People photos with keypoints
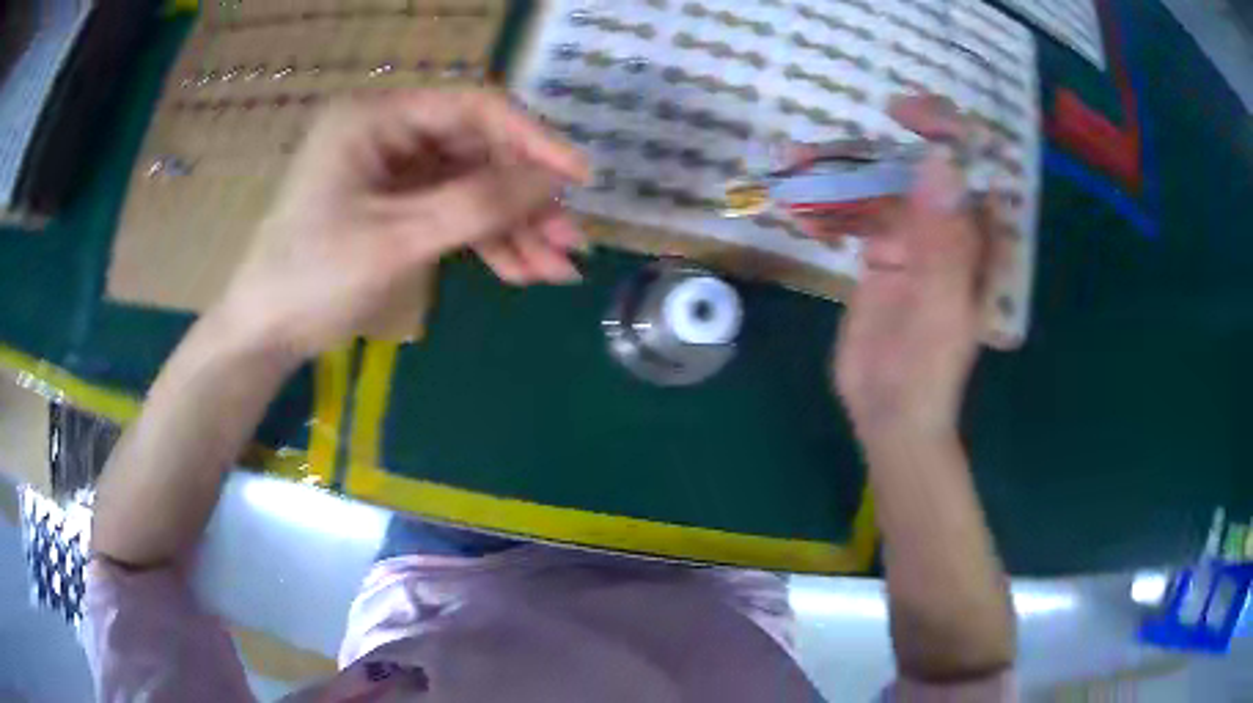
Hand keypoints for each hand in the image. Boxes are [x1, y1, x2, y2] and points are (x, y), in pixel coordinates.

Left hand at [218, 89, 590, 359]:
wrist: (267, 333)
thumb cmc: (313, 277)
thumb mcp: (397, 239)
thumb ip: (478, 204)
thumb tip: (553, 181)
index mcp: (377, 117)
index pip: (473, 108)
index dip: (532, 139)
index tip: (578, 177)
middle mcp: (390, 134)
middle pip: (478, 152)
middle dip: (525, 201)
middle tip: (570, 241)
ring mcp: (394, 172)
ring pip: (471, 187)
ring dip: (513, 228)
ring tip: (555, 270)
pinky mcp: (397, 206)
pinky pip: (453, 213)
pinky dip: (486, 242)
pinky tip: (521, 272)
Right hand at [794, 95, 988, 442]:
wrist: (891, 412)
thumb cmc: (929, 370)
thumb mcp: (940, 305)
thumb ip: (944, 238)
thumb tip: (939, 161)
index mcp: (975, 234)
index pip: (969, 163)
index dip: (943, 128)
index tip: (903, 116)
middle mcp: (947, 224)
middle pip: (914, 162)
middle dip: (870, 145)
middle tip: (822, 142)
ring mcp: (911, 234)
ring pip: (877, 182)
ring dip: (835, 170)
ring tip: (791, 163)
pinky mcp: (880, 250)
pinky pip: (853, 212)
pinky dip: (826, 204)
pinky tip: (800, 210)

**Assignment:** Find the line with "middle dip: (525, 201)" in the entries above. Retype it and each line after it, exactly, through the line with "thumb tip: (939, 161)", and stop there.

**Problem solution:**
middle dip: (525, 201)
middle tip: (570, 241)
ring mcp: (394, 172)
ring pip: (471, 187)
ring dip: (513, 228)
ring tip: (555, 270)
pinky mcp: (397, 206)
pinky pip: (453, 213)
pinky dip: (486, 242)
pinky tip: (521, 272)
Right hand at [794, 95, 988, 442]:
wrist: (891, 412)
thumb cmc: (929, 370)
thumb mcp: (940, 305)
thumb ip: (944, 238)
thumb tip: (939, 161)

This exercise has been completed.